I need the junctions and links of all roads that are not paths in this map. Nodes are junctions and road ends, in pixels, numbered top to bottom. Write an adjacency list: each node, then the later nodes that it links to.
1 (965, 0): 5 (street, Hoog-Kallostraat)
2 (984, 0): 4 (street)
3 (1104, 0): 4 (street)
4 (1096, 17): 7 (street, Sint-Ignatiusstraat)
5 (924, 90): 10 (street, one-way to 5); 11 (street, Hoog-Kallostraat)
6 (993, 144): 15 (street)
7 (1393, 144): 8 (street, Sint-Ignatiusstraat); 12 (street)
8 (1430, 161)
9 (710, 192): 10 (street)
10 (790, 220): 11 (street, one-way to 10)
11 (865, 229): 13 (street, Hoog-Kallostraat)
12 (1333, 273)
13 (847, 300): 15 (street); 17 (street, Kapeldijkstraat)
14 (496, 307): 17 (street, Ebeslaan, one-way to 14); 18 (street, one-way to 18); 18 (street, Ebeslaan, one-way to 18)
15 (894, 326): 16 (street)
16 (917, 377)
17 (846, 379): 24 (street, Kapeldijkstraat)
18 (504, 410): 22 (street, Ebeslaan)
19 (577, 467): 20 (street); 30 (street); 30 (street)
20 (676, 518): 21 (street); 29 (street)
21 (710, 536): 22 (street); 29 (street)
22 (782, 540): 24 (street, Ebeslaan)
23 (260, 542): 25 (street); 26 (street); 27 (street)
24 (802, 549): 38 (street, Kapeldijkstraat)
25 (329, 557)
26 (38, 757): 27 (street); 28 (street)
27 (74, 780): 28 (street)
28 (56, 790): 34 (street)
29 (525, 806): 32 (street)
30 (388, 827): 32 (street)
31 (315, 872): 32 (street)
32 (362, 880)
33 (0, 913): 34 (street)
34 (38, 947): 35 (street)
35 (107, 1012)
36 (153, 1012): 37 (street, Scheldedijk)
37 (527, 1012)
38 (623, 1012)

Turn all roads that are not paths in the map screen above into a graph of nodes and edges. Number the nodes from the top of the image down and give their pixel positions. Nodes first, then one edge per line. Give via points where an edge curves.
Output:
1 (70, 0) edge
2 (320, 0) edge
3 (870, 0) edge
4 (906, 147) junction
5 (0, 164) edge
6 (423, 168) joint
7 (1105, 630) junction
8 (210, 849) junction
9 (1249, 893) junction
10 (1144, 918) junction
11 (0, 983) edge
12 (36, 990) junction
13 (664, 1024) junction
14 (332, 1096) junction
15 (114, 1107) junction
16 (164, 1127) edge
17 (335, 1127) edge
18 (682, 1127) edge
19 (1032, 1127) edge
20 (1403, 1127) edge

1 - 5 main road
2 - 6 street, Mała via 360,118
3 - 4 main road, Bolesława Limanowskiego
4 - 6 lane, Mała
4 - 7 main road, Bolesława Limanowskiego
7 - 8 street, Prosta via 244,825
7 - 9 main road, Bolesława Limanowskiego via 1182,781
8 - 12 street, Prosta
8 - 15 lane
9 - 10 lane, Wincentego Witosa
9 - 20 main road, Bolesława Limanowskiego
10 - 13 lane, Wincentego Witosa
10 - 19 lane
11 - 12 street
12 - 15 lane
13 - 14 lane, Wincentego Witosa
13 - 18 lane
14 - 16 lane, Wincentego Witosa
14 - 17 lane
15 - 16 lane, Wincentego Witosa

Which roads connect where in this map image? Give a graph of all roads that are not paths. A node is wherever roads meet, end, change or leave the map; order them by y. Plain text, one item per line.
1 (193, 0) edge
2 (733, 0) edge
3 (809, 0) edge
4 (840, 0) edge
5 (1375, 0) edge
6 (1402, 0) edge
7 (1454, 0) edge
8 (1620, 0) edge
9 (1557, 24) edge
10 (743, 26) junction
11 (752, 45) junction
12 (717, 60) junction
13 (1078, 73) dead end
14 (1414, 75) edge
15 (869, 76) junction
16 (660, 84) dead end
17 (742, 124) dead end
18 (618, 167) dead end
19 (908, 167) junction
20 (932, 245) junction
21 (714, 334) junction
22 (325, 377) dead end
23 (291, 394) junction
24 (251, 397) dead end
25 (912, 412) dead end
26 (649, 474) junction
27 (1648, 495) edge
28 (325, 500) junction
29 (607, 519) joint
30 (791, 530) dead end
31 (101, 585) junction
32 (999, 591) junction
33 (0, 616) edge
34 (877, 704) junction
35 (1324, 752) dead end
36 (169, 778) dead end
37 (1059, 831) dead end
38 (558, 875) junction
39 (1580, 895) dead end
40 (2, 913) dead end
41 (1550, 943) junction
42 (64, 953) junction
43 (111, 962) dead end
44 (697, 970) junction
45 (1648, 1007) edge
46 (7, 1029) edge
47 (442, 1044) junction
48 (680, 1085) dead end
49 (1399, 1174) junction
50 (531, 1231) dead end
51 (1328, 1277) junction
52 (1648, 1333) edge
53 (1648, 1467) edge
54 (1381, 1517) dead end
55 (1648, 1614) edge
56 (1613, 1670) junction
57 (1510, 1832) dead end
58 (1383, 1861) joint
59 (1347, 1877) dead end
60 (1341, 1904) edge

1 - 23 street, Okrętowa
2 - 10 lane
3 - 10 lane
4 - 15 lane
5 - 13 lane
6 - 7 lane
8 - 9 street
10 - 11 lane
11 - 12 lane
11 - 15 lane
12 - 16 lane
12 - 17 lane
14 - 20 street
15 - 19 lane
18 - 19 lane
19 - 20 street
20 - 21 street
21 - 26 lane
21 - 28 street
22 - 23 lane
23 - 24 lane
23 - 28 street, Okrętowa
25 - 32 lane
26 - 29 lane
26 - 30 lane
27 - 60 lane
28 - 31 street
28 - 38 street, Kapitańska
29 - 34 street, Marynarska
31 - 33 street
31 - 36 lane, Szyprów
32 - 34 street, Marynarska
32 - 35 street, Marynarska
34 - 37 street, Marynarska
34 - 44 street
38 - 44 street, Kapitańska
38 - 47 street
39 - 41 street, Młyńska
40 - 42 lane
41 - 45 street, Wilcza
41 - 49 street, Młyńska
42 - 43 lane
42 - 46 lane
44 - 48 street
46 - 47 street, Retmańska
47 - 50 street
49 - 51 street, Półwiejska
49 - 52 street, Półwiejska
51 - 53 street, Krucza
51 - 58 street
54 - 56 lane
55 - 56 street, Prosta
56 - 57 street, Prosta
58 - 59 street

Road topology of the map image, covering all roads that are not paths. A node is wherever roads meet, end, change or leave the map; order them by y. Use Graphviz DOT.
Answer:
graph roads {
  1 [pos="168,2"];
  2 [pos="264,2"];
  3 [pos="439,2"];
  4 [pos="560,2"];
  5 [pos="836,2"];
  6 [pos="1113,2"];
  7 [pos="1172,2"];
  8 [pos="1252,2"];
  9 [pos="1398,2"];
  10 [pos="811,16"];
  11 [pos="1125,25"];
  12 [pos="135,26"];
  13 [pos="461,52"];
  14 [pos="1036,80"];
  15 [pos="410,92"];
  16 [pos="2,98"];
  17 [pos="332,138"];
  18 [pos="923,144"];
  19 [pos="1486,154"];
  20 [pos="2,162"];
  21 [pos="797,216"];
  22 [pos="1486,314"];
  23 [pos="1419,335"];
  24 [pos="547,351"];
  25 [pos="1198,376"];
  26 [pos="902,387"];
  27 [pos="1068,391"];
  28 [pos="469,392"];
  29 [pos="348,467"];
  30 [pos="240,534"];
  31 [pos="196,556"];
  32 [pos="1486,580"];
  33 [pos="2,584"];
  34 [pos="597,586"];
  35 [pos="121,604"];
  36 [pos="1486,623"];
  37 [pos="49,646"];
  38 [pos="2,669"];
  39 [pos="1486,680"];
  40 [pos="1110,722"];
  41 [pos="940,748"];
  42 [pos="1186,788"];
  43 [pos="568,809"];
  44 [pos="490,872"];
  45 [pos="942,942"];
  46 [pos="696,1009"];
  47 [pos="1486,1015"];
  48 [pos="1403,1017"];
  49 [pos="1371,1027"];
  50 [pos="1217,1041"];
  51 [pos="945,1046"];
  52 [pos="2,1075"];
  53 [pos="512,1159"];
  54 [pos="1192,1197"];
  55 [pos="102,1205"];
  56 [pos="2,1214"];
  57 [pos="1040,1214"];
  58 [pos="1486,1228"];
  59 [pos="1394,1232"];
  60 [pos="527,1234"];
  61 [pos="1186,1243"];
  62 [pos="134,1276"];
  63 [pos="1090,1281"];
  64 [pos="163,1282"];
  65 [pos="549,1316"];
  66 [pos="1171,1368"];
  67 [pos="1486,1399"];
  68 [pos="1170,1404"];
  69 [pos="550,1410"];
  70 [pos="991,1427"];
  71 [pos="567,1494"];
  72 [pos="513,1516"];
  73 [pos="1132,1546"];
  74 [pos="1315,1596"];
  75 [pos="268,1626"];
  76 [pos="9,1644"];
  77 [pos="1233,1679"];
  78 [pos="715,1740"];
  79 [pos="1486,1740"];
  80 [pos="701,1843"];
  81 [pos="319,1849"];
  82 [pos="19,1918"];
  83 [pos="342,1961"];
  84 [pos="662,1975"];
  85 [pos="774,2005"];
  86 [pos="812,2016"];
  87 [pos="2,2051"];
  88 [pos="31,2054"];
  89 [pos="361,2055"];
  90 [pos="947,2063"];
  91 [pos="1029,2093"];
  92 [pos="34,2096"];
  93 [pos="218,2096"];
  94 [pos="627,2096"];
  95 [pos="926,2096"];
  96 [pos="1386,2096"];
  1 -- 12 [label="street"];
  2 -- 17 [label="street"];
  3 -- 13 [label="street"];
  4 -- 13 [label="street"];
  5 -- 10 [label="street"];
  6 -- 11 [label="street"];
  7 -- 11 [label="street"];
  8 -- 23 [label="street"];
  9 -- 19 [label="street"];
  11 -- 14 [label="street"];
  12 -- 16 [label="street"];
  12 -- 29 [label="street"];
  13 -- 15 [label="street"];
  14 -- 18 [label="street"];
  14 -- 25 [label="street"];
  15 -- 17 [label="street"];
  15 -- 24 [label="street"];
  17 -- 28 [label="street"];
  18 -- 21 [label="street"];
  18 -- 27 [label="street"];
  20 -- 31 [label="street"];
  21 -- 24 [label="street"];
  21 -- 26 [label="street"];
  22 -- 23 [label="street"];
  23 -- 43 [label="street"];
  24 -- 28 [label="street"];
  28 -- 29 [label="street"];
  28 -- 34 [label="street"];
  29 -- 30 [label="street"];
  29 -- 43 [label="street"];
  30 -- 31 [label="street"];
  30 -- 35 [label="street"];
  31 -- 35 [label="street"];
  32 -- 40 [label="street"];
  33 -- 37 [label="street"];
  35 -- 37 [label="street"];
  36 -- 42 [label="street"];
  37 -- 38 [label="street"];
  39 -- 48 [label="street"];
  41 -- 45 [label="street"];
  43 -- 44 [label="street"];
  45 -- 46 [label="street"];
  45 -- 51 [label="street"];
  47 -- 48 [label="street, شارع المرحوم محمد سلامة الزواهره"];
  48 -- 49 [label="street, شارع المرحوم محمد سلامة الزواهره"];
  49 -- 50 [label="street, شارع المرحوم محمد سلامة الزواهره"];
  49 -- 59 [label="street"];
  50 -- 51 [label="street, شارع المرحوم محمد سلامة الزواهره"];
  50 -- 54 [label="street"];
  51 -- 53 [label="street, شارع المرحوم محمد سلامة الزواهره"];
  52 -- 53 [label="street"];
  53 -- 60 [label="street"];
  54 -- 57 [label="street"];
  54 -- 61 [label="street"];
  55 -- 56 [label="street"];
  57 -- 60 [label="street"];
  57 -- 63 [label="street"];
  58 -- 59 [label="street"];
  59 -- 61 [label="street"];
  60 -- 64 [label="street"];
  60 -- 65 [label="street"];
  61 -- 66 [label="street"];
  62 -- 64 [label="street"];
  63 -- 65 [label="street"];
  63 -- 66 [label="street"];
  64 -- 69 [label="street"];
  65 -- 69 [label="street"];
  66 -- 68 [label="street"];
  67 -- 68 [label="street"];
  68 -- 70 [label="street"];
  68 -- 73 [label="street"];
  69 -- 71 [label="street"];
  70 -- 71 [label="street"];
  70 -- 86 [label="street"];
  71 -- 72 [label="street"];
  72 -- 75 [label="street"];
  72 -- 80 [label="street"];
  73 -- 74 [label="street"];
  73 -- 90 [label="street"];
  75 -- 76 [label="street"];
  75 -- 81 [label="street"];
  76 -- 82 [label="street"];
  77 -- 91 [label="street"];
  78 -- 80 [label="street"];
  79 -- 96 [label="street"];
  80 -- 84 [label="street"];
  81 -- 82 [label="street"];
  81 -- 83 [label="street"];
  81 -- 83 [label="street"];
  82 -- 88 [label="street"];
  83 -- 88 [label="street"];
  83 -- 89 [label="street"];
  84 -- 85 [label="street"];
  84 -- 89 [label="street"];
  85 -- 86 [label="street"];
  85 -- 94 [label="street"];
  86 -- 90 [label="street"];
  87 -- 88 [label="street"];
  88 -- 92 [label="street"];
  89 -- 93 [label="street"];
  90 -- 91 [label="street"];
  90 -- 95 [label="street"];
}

═══

-- WHAT THE TASK REQUIRES --
Nothing but the lines from the first line of the listing above through the line holding "Turn all roads" should be reproduced, and each must match exactly.

-- RESULT BELOW --
I need the junctions and links of all roads that are not paths in this map. Nodes are junctions and road ends, in pixels, numbered top to bottom. Write an adjacency list: each node, then the later nodes that it links to.
1 (965, 0): 5 (street, Hoog-Kallostraat)
2 (984, 0): 4 (street)
3 (1104, 0): 4 (street)
4 (1096, 17): 7 (street, Sint-Ignatiusstraat)
5 (924, 90): 10 (street, one-way to 5); 11 (street, Hoog-Kallostraat)
6 (993, 144): 15 (street)
7 (1393, 144): 8 (street, Sint-Ignatiusstraat); 12 (street)
8 (1430, 161)
9 (710, 192): 10 (street)
10 (790, 220): 11 (street, one-way to 10)
11 (865, 229): 13 (street, Hoog-Kallostraat)
12 (1333, 273)
13 (847, 300): 15 (street); 17 (street, Kapeldijkstraat)
14 (496, 307): 17 (street, Ebeslaan, one-way to 14); 18 (street, one-way to 18); 18 (street, Ebeslaan, one-way to 18)
15 (894, 326): 16 (street)
16 (917, 377)
17 (846, 379): 24 (street, Kapeldijkstraat)
18 (504, 410): 22 (street, Ebeslaan)
19 (577, 467): 20 (street); 30 (street); 30 (street)
20 (676, 518): 21 (street); 29 (street)
21 (710, 536): 22 (street); 29 (street)
22 (782, 540): 24 (street, Ebeslaan)
23 (260, 542): 25 (street); 26 (street); 27 (street)
24 (802, 549): 38 (street, Kapeldijkstraat)
25 (329, 557)
26 (38, 757): 27 (street); 28 (street)
27 (74, 780): 28 (street)
28 (56, 790): 34 (street)
29 (525, 806): 32 (street)
30 (388, 827): 32 (street)
31 (315, 872): 32 (street)
32 (362, 880)
33 (0, 913): 34 (street)
34 (38, 947): 35 (street)
35 (107, 1012)
36 (153, 1012): 37 (street, Scheldedijk)
37 (527, 1012)
38 (623, 1012)

Turn all roads that are not paths in the map screen above into a graph of nodes and edges. Number the nodes from the top of the image down and give their pixel positions. Nodes first, then one edge per line. Give via points where an edge curves.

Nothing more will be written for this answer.